Anodic oxidation of tartaric and oxalic acids in the presence of halides

Several methods, biological, chemical, physicochemical, can be used to detoxify industrial wastewaters containing organic pollutants. In particular, during the last decade, electrochemical incineration has drawn much attention, often affording interesting alternatives to already existent processes. The electrochemical abatement of organic pollutants in a given wastewater can be carried out directly or indirectly, by electrochemical oxidation. The main goal in this process is the complete oxidation of the organic substrate to CO2, or its conversion to biocompatible compounds. For the optimization of the electrochemical oxidation method, the role of the anodic material is clearly important; traditional electrode materials, such as Pt, PbO2, IrO2, Pt-SnO2 and Ti/SnO2-Sb2O5, have been taken into consideration. More recently, highly boron-doped diamond (BDD) electrodes have been also suggested, potentially representing an important alternative, because of their very high oxygen overpotential. Aim of the present communication is to show experimental results, and related conclusions, on the electrochemical oxidation of tartaric acid (TA), which has been carried out at Ti/PbO2, Pt and BDD electrodes, as a function of process parameters like current density and temperature.
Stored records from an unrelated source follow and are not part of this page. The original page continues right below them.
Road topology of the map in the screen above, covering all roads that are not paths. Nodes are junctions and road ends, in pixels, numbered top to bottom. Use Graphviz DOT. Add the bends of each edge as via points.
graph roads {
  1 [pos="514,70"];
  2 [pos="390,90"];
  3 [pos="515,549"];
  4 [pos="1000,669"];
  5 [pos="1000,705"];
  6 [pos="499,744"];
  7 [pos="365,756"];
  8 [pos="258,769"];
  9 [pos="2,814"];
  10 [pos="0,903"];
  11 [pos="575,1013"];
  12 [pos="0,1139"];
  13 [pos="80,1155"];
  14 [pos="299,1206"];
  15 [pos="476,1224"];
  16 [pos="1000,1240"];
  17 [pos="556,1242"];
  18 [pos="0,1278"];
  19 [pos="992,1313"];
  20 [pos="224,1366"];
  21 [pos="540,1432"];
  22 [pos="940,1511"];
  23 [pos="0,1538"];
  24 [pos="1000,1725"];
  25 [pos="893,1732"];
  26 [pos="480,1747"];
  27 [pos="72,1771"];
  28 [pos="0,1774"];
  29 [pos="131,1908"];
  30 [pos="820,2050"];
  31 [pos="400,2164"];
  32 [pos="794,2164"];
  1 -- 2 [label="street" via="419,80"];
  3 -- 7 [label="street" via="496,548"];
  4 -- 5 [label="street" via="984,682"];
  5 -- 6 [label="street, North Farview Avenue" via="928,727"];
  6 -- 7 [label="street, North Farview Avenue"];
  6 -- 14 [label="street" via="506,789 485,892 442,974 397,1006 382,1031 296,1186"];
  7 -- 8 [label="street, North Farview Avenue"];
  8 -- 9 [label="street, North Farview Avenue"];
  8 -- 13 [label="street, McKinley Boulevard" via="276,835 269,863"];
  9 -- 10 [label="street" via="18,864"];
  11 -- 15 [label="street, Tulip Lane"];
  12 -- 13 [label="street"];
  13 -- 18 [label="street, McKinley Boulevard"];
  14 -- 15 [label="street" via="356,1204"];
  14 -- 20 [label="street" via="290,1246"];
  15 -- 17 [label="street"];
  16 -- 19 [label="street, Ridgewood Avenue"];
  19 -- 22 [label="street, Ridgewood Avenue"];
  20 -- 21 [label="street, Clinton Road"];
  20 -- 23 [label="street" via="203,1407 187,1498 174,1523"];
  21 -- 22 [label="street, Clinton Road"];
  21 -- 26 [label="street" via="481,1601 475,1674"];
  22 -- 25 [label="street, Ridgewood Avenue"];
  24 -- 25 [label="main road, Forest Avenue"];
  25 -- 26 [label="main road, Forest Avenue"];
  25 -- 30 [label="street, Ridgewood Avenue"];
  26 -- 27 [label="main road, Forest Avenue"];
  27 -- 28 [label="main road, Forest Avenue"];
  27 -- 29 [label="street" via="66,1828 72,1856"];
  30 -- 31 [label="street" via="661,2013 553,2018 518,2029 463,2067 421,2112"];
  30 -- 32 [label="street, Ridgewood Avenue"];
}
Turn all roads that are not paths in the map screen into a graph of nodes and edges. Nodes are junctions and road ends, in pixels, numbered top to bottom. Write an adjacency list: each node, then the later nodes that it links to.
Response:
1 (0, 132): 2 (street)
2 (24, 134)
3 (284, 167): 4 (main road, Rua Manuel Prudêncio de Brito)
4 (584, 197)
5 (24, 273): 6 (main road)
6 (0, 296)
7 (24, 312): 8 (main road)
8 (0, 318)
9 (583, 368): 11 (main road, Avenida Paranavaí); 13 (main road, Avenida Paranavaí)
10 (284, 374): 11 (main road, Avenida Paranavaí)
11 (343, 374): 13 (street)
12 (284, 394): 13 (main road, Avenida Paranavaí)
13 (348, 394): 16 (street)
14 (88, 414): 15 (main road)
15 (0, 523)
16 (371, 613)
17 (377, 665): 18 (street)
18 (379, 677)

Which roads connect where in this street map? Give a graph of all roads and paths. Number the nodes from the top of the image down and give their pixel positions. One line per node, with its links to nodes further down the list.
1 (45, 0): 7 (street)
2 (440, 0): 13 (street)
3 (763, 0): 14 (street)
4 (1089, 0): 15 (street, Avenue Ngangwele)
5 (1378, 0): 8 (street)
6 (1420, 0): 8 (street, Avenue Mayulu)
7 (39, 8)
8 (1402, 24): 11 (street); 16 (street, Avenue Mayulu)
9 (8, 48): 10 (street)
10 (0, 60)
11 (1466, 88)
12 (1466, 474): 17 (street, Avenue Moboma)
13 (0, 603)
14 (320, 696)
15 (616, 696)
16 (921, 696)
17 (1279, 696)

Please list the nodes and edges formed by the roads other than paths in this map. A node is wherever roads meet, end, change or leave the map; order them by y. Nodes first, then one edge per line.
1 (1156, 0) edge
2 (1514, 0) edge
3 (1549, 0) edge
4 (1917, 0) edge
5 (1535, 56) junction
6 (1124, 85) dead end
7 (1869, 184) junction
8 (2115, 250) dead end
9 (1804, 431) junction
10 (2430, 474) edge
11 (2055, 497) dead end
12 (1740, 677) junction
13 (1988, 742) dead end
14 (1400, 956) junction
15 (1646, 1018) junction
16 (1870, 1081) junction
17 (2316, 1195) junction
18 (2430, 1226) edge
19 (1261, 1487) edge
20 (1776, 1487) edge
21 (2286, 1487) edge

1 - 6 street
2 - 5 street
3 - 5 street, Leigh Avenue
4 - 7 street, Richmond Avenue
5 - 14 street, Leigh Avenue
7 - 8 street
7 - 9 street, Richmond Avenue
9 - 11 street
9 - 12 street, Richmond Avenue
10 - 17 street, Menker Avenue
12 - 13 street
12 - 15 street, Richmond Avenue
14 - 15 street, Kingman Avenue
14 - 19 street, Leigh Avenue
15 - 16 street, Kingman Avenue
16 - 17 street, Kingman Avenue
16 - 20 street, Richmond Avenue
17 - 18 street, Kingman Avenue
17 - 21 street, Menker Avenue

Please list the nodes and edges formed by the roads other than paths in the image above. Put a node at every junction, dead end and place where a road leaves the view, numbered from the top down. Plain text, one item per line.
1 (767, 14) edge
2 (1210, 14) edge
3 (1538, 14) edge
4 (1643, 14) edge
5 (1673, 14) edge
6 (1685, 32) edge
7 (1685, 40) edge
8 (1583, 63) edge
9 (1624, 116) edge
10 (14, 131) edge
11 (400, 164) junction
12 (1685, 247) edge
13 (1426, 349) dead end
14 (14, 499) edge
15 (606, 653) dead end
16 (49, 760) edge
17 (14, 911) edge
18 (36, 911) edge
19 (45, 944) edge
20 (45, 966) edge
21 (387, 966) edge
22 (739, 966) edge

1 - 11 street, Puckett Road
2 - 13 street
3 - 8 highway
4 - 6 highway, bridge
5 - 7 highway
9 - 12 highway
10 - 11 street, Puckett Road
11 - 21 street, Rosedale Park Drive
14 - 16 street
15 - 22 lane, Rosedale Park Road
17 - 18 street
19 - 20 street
TA complete mineralization has been achieved only at BDD and PbO2, faradaic efficiency being higher at the latter electrode. At Pt, the electroxidation was found to be extremely slow, both in acidic and alkaline media. The experimental evidence has shown that the main factor is the interaction of the organic substrate and hydroxyl radicals with the electrode surface. In the case of oxalic acid, better results were obtained at the Pt electrode, supporting the idea that the interaction of organic substrate with the electrode surface must be considered.